A few days ago, Kahana tweeted: “After years of smuggling Jews from war zones in Yemen, Afghanistan, Syria and Ukraine to Israel, I’ve decided to help Israelis make aliyah to the US.”
He was active in a group of Israeli-Americans who ran in the last elections for the World Zionist Congress. They only received enough votes to send one delegate to the congress in Israel.
“The members of the Israeli-American party thought I was a bit extreme because I told them it is time to offer the Zionist movement an alternative in case things in Israel keep getting worse,” Kahana said. “I don’t wish for our country to be destroyed, but what will happen if it is destroyed?”
“I see great brotherly hatred, and I see the Iranians with accurate missiles pointed at Israel,” he said. “Two thousand years ago [when the Second Temple was destroyed], it was exactly the same.”
Half of the funds raised by Keren Kayemeth LeIsrael-Jewish National Fund should be allocated for Jewish education in North America, Kahana said, “since we are half of the Jewish people. Let Jewish education be free, or at least subsidized. Jewish education is too expensive in the US.”
Kahana said he has received dozens of requests from Israelis for emigration help, mainly those who run small tech companies who are interested in relocating their entire firm to the US.
“I saw people in a WhatsApp group talking about immigration of Israelis to Romania or Greece, but I personally think that it will be a lot easier for them to immigrate to the US,” Kahana said. “I have a huge farm in New Jersey, and I offered Israelis to join in order to turn my farm into a kibbutz.”
“With such a government in Israel, the American government should let every Israeli who owns a company or has a sought-after profession in the US, such as doctors and pilots, immigrate to the US,” he tweeted.
The Jewish people never knew how to rule their own land and are destined to live in the Diaspora, Kahana said.
“The Second Temple was destroyed because of hatred, which resembles what is going on in Israel in 2022,” he said.
Kahana said he was willing to offer seven families to move to his New Jersey farm and establish an American kibbutz, called “Kibbutz Plan B.”
“I have a farm that has seven buildings that can be turned into apartments,” he said. “I’m happy to offer seven Israeli families to move to our farm and establish a kibbutz.”
Kahana said all of the dozens of Israelis who approached him for advice and connections were all secular.
“I have not spoken to a religious person who wants to leave Israel,” he said.
One of the members in the group is David, an Israeli who said he spent the past few weeks in Italy.
“I’ve been in Italy for almost a month, with a rented car and apartments, and it’s been a lot cheaper than living in Israel,” he wrote in the WhatsApp group on Sunday.
Israel has many “unnecessary taxes,” while “the biggest tax robbery in the world is in the [Israeli] housing tax,” David said. Israel’s supermarket prices for basic foods and groceries are “among the most expensive in the world,” he added.
David urged people to “get up and do something today. Even those among you who are in the more financially successful side of Israeli society, you better wake up since your fall will be much more painful than those who aren’t as successful.”
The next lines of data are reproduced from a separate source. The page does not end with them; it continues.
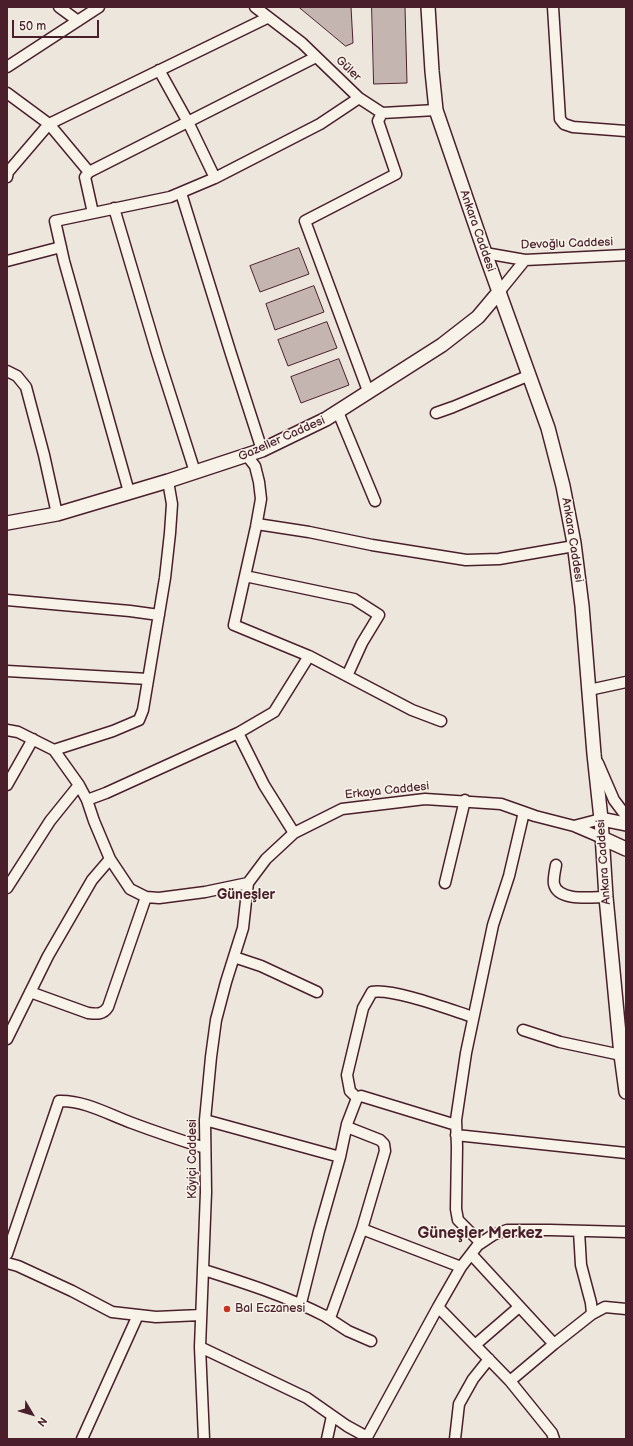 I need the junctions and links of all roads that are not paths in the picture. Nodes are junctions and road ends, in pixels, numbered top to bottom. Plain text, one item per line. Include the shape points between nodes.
1 (59, 7) edge
2 (99, 7) edge
3 (255, 7) edge
4 (428, 7) edge
5 (553, 7) edge
6 (267, 18) junction
7 (78, 21) junction
8 (316, 57) junction
9 (7, 67) edge
10 (159, 70) junction
11 (7, 93) edge
12 (359, 98) junction
13 (436, 110) junction
14 (382, 113) junction
15 (187, 122) junction
16 (49, 124) junction
17 (626, 131) edge
18 (89, 172) junction
19 (7, 177) edge
20 (215, 178) junction
21 (181, 193) junction
22 (114, 208) junction
23 (93, 213) junction
24 (61, 247) junction
25 (485, 253) junction
26 (626, 255) edge
27 (525, 260) junction
28 (7, 261) edge
29 (499, 292) junction
30 (7, 371) edge
31 (530, 375) junction
32 (368, 391) junction
33 (338, 412) junction
34 (436, 413) dead end
35 (262, 450) junction
36 (247, 456) junction
37 (195, 472) junction
38 (168, 481) junction
39 (129, 492) junction
40 (375, 500) dead end
41 (57, 514) junction
42 (7, 523) edge
43 (257, 524) junction
44 (574, 546) junction
45 (245, 576) junction
46 (7, 600) edge
47 (158, 615) junction
48 (309, 656) junction
49 (7, 671) edge
50 (347, 676) junction
51 (148, 678) junction
52 (626, 682) edge
53 (589, 690) junction
54 (441, 721) dead end
55 (7, 730) edge
56 (238, 733) junction
57 (33, 739) junction
58 (54, 750) junction
59 (594, 754) junction
60 (7, 785) edge
61 (79, 785) junction
62 (87, 800) junction
63 (465, 800) junction
64 (524, 812) junction
65 (626, 816) edge
66 (601, 819) junction
67 (626, 824) edge
68 (574, 826) junction
69 (294, 834) junction
70 (602, 838) junction
71 (626, 850) edge
72 (110, 859) junction
73 (556, 865) dead end
74 (248, 883) junction
75 (445, 883) dead end
76 (7, 888) edge
77 (146, 897) junction
78 (606, 897) junction
79 (234, 957) junction
80 (30, 992) junction
81 (317, 992) dead end
82 (474, 1017) junction
83 (523, 1030) dead end
84 (7, 1039) edge
85 (621, 1055) junction
86 (624, 1072) edge
87 (626, 1092) edge
88 (357, 1098) junction
89 (205, 1120) junction
90 (347, 1127) junction
91 (456, 1130) junction
92 (205, 1148) junction
93 (626, 1153) edge
94 (340, 1158) junction
95 (362, 1229) junction
96 (579, 1231) junction
97 (626, 1232) edge
98 (481, 1243) junction
99 (7, 1254) edge
100 (471, 1254) junction
101 (7, 1263) edge
102 (461, 1267) junction
103 (204, 1270) junction
104 (301, 1303) junction
105 (438, 1306) junction
106 (519, 1307) junction
107 (626, 1309) edge
108 (138, 1314) junction
109 (592, 1314) junction
110 (201, 1315) junction
111 (325, 1316) junction
112 (371, 1342) dead end
113 (554, 1344) junction
114 (475, 1345) junction
115 (200, 1347) junction
116 (489, 1359) junction
117 (510, 1381) junction
118 (332, 1416) junction
119 (201, 1438) edge
120 (372, 1438) edge
121 (82, 1439) edge
122 (328, 1439) edge
123 (455, 1439) edge
124 (554, 1439) edge

1 - 7 street
2 - 7 street
3 - 6 street, Güler
4 - 13 street, Ankara Caddesi
5 - 17 street via 560,119 564,124 573,127
6 - 8 street, Güler via 302,43
6 - 10 street
7 - 9 street
8 - 12 street, Güler
8 - 15 street
10 - 15 street
10 - 16 street
11 - 16 street
12 - 14 street, Güler
12 - 20 street via 320,124
13 - 14 street
13 - 25 street, Ankara Caddesi
14 - 32 street via 378,121 396,174 305,221
15 - 18 street
15 - 20 street
16 - 18 street
16 - 19 street via 8,172
18 - 23 street via 86,176
20 - 21 street
21 - 22 street
21 - 35 street
22 - 23 street
22 - 37 street
23 - 24 street via 55,221
24 - 28 street
24 - 39 street
25 - 27 street, Devoğlu Caddesi
25 - 29 street, Ankara Caddesi
26 - 27 street, Devoğlu Caddesi
27 - 29 street
29 - 31 street, Ankara Caddesi
29 - 32 street, Gazeller Caddesi via 478,317 442,345
30 - 41 street via 17,376 26,387
31 - 34 street via 454,408
31 - 44 street, Ankara Caddesi via 548,428 563,486
32 - 33 street, Gazeller Caddesi
33 - 35 street, Gazeller Caddesi
33 - 40 street
35 - 36 street, Gazeller Caddesi
36 - 37 street, Gazeller Caddesi
36 - 43 street via 255,466 259,482
37 - 38 street, Gazeller Caddesi
38 - 39 street, Gazeller Caddesi
38 - 47 street via 172,504 170,533
39 - 41 street, Gazeller Caddesi
41 - 42 street, Gazeller Caddesi
43 - 44 street via 466,560 499,560
43 - 45 street
44 - 53 street, Ankara Caddesi
45 - 48 street via 234,625
45 - 50 street via 354,599 379,615 362,643
46 - 47 street
47 - 51 street
48 - 50 street
48 - 56 street via 274,712
49 - 51 street
50 - 54 street via 412,710
51 - 58 street via 139,720
52 - 53 street
53 - 59 street, Ankara Caddesi
55 - 57 street
56 - 62 street
56 - 69 street via 264,785
57 - 58 street
57 - 60 street
58 - 61 street
59 - 65 street via 614,800
59 - 66 street, Ankara Caddesi
61 - 62 street
61 - 76 street via 50,821
62 - 72 street
63 - 64 street, Erkaya Caddesi via 501,804
63 - 69 street, Erkaya Caddesi via 426,799 342,809
63 - 75 street
64 - 68 street, Erkaya Caddesi
64 - 82 street via 509,876 493,925
66 - 67 street
66 - 68 street
66 - 70 street, Ankara Caddesi
68 - 70 street, Erkaya Caddesi
69 - 74 street, Erkaya Caddesi via 266,860
70 - 71 street
70 - 78 street, Ankara Caddesi
72 - 77 street via 130,889
72 - 80 street via 92,880
73 - 78 street via 556,889 568,897
74 - 77 street via 205,892 159,898
74 - 79 street, Köyiçi Caddesi via 243,928
77 - 80 street via 108,1007 103,1012 88,1012
78 - 85 street, Ankara Caddesi
79 - 81 street via 261,966
79 - 89 street, Köyiçi Caddesi via 216,1020
80 - 84 street
82 - 88 street via 410,997 372,992 363,1008 347,1075 350,1091
82 - 91 street via 466,1053
83 - 85 street via 560,1042
85 - 86 street, Ankara Caddesi
86 - 87 street, Ankara Caddesi
88 - 90 street
88 - 91 street via 361,1096
89 - 92 street, Köyiçi Caddesi
89 - 94 street
90 - 94 street
90 - 95 street via 384,1144 382,1165
91 - 93 street
91 - 98 street via 458,1220
92 - 99 street via 91,1108 59,1101
92 - 103 street, Köyiçi Caddesi
94 - 104 street
95 - 102 street
95 - 111 street via 331,1315
96 - 97 street
96 - 98 street via 507,1230
96 - 109 street via 581,1265
98 - 100 street
100 - 102 street
100 - 106 street
101 - 108 street via 72,1291 112,1312
102 - 105 street
103 - 104 street
103 - 110 street, Köyiçi Caddesi
104 - 111 street
105 - 114 street
105 - 120 street
106 - 113 street
106 - 114 street
107 - 109 street via 605,1308
108 - 110 street
108 - 121 street
109 - 113 street
110 - 115 street, Köyiçi Caddesi
111 - 112 street
113 - 117 street
114 - 116 street
115 - 118 street via 307,1398
115 - 119 street, Köyiçi Caddesi
116 - 117 street
116 - 123 street via 473,1378 459,1404
117 - 124 street via 552,1433
118 - 120 street
118 - 122 street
Still, there are only a few hundred Israelis who are members of these groups on all social-media platforms. They opened smaller groups for assistance in immigration to 26 countries, including Canada, Romania, Ukraine, Australia, Thailand, Germany, Greece, Portugal, Spain and the US.
This Thursday, the group of “Leaving the country – together” activists will meet virtually via Zoom for the first time. If the Zoom conversation is anywhere similar to what happens in the social-media groups, there will probably be many disruptions against this small, yet vocal group.